Task requirements - Please print the records below word for word.

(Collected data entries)
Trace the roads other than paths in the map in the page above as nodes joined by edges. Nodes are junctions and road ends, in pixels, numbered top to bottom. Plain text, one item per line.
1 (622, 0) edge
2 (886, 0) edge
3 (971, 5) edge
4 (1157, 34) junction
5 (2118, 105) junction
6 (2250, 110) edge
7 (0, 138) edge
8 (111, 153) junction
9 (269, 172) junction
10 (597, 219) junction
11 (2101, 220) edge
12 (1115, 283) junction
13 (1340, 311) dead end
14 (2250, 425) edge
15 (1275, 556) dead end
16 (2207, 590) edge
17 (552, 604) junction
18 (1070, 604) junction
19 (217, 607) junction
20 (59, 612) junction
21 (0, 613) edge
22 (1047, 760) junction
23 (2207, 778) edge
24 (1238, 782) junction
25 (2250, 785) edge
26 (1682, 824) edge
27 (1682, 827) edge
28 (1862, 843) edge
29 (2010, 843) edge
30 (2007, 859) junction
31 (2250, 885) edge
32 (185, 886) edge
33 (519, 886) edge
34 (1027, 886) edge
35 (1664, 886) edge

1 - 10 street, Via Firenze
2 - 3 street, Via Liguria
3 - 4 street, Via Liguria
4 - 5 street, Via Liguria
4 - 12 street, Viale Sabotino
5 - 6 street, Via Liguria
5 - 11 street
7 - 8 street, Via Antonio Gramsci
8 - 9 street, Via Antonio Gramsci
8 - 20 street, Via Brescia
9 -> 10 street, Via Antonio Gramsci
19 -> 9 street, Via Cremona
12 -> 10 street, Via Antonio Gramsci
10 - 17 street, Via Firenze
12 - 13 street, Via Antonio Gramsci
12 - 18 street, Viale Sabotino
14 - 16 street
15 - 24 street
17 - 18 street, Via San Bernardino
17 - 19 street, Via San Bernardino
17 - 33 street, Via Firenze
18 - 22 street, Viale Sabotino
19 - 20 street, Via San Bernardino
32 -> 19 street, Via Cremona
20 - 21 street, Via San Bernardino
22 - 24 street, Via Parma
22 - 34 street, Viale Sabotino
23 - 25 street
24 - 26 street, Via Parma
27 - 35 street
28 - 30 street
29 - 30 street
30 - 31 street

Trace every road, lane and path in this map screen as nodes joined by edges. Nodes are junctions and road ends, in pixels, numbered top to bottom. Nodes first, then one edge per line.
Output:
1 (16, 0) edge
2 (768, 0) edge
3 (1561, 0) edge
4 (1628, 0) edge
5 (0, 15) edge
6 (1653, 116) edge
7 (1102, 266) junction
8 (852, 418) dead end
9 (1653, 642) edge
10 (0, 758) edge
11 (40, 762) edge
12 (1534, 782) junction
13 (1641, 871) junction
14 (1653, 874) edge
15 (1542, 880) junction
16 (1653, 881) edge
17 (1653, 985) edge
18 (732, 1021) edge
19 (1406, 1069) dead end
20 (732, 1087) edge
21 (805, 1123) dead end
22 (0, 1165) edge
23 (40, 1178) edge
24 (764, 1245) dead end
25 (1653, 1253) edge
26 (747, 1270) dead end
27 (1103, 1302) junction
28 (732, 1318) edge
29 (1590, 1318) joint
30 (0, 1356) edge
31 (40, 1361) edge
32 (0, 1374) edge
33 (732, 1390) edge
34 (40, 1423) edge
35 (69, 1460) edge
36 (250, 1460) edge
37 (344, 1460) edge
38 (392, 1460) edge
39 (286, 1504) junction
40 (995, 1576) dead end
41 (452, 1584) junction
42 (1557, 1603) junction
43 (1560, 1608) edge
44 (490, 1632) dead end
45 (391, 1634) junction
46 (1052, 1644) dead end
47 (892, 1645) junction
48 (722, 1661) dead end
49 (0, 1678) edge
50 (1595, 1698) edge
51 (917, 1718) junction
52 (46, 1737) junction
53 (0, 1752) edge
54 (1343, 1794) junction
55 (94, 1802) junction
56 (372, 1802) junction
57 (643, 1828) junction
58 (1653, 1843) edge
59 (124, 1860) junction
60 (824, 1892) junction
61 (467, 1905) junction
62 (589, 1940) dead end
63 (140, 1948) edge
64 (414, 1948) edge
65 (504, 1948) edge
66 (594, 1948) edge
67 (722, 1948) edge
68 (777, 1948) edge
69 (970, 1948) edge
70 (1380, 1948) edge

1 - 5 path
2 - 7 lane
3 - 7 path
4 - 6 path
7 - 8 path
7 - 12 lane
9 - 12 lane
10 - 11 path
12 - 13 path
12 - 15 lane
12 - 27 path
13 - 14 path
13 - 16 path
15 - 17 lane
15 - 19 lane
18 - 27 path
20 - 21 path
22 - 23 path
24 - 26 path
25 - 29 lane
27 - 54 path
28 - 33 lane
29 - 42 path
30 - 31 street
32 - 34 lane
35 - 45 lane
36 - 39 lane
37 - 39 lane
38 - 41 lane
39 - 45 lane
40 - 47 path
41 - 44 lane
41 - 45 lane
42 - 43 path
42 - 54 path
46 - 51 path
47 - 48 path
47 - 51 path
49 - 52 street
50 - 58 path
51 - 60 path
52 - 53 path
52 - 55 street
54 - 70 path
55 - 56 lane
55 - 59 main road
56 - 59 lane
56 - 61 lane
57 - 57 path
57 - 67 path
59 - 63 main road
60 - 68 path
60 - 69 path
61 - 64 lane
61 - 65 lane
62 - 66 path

Exercise output -
Trace the roads other than paths in the map in the page above as nodes joined by edges. Nodes are junctions and road ends, in pixels, numbered top to bottom. Plain text, one item per line.
1 (622, 0) edge
2 (886, 0) edge
3 (971, 5) edge
4 (1157, 34) junction
5 (2118, 105) junction
6 (2250, 110) edge
7 (0, 138) edge
8 (111, 153) junction
9 (269, 172) junction
10 (597, 219) junction
11 (2101, 220) edge
12 (1115, 283) junction
13 (1340, 311) dead end
14 (2250, 425) edge
15 (1275, 556) dead end
16 (2207, 590) edge
17 (552, 604) junction
18 (1070, 604) junction
19 (217, 607) junction
20 (59, 612) junction
21 (0, 613) edge
22 (1047, 760) junction
23 (2207, 778) edge
24 (1238, 782) junction
25 (2250, 785) edge
26 (1682, 824) edge
27 (1682, 827) edge
28 (1862, 843) edge
29 (2010, 843) edge
30 (2007, 859) junction
31 (2250, 885) edge
32 (185, 886) edge
33 (519, 886) edge
34 (1027, 886) edge
35 (1664, 886) edge

1 - 10 street, Via Firenze
2 - 3 street, Via Liguria
3 - 4 street, Via Liguria
4 - 5 street, Via Liguria
4 - 12 street, Viale Sabotino
5 - 6 street, Via Liguria
5 - 11 street
7 - 8 street, Via Antonio Gramsci
8 - 9 street, Via Antonio Gramsci
8 - 20 street, Via Brescia
9 -> 10 street, Via Antonio Gramsci
19 -> 9 street, Via Cremona
12 -> 10 street, Via Antonio Gramsci
10 - 17 street, Via Firenze
12 - 13 street, Via Antonio Gramsci
12 - 18 street, Viale Sabotino
14 - 16 street
15 - 24 street
17 - 18 street, Via San Bernardino
17 - 19 street, Via San Bernardino
17 - 33 street, Via Firenze
18 - 22 street, Viale Sabotino
19 - 20 street, Via San Bernardino
32 -> 19 street, Via Cremona
20 - 21 street, Via San Bernardino
22 - 24 street, Via Parma
22 - 34 street, Viale Sabotino
23 - 25 street
24 - 26 street, Via Parma
27 - 35 street
28 - 30 street
29 - 30 street
30 - 31 street

Trace every road, lane and path in this map screen as nodes joined by edges. Nodes are junctions and road ends, in pixels, numbered top to bottom. Nodes first, then one edge per line.
Output:
1 (16, 0) edge
2 (768, 0) edge
3 (1561, 0) edge
4 (1628, 0) edge
5 (0, 15) edge
6 (1653, 116) edge
7 (1102, 266) junction
8 (852, 418) dead end
9 (1653, 642) edge
10 (0, 758) edge
11 (40, 762) edge
12 (1534, 782) junction
13 (1641, 871) junction
14 (1653, 874) edge
15 (1542, 880) junction
16 (1653, 881) edge
17 (1653, 985) edge
18 (732, 1021) edge
19 (1406, 1069) dead end
20 (732, 1087) edge
21 (805, 1123) dead end
22 (0, 1165) edge
23 (40, 1178) edge
24 (764, 1245) dead end
25 (1653, 1253) edge
26 (747, 1270) dead end
27 (1103, 1302) junction
28 (732, 1318) edge
29 (1590, 1318) joint
30 (0, 1356) edge
31 (40, 1361) edge
32 (0, 1374) edge
33 (732, 1390) edge
34 (40, 1423) edge
35 (69, 1460) edge
36 (250, 1460) edge
37 (344, 1460) edge
38 (392, 1460) edge
39 (286, 1504) junction
40 (995, 1576) dead end
41 (452, 1584) junction
42 (1557, 1603) junction
43 (1560, 1608) edge
44 (490, 1632) dead end
45 (391, 1634) junction
46 (1052, 1644) dead end
47 (892, 1645) junction
48 (722, 1661) dead end
49 (0, 1678) edge
50 (1595, 1698) edge
51 (917, 1718) junction
52 (46, 1737) junction
53 (0, 1752) edge
54 (1343, 1794) junction
55 (94, 1802) junction
56 (372, 1802) junction
57 (643, 1828) junction
58 (1653, 1843) edge
59 (124, 1860) junction
60 (824, 1892) junction
61 (467, 1905) junction
62 (589, 1940) dead end
63 (140, 1948) edge
64 (414, 1948) edge
65 (504, 1948) edge
66 (594, 1948) edge
67 (722, 1948) edge
68 (777, 1948) edge
69 (970, 1948) edge
70 (1380, 1948) edge

1 - 5 path
2 - 7 lane
3 - 7 path
4 - 6 path
7 - 8 path
7 - 12 lane
9 - 12 lane
10 - 11 path
12 - 13 path
12 - 15 lane
12 - 27 path
13 - 14 path
13 - 16 path
15 - 17 lane
15 - 19 lane
18 - 27 path
20 - 21 path
22 - 23 path
24 - 26 path
25 - 29 lane
27 - 54 path
28 - 33 lane
29 - 42 path
30 - 31 street
32 - 34 lane
35 - 45 lane
36 - 39 lane
37 - 39 lane
38 - 41 lane
39 - 45 lane
40 - 47 path
41 - 44 lane
41 - 45 lane
42 - 43 path
42 - 54 path
46 - 51 path
47 - 48 path
47 - 51 path
49 - 52 street
50 - 58 path
51 - 60 path
52 - 53 path
52 - 55 street
54 - 70 path
55 - 56 lane
55 - 59 main road
56 - 59 lane
56 - 61 lane
57 - 57 path
57 - 67 path
59 - 63 main road
60 - 68 path
60 - 69 path
61 - 64 lane
61 - 65 lane
62 - 66 path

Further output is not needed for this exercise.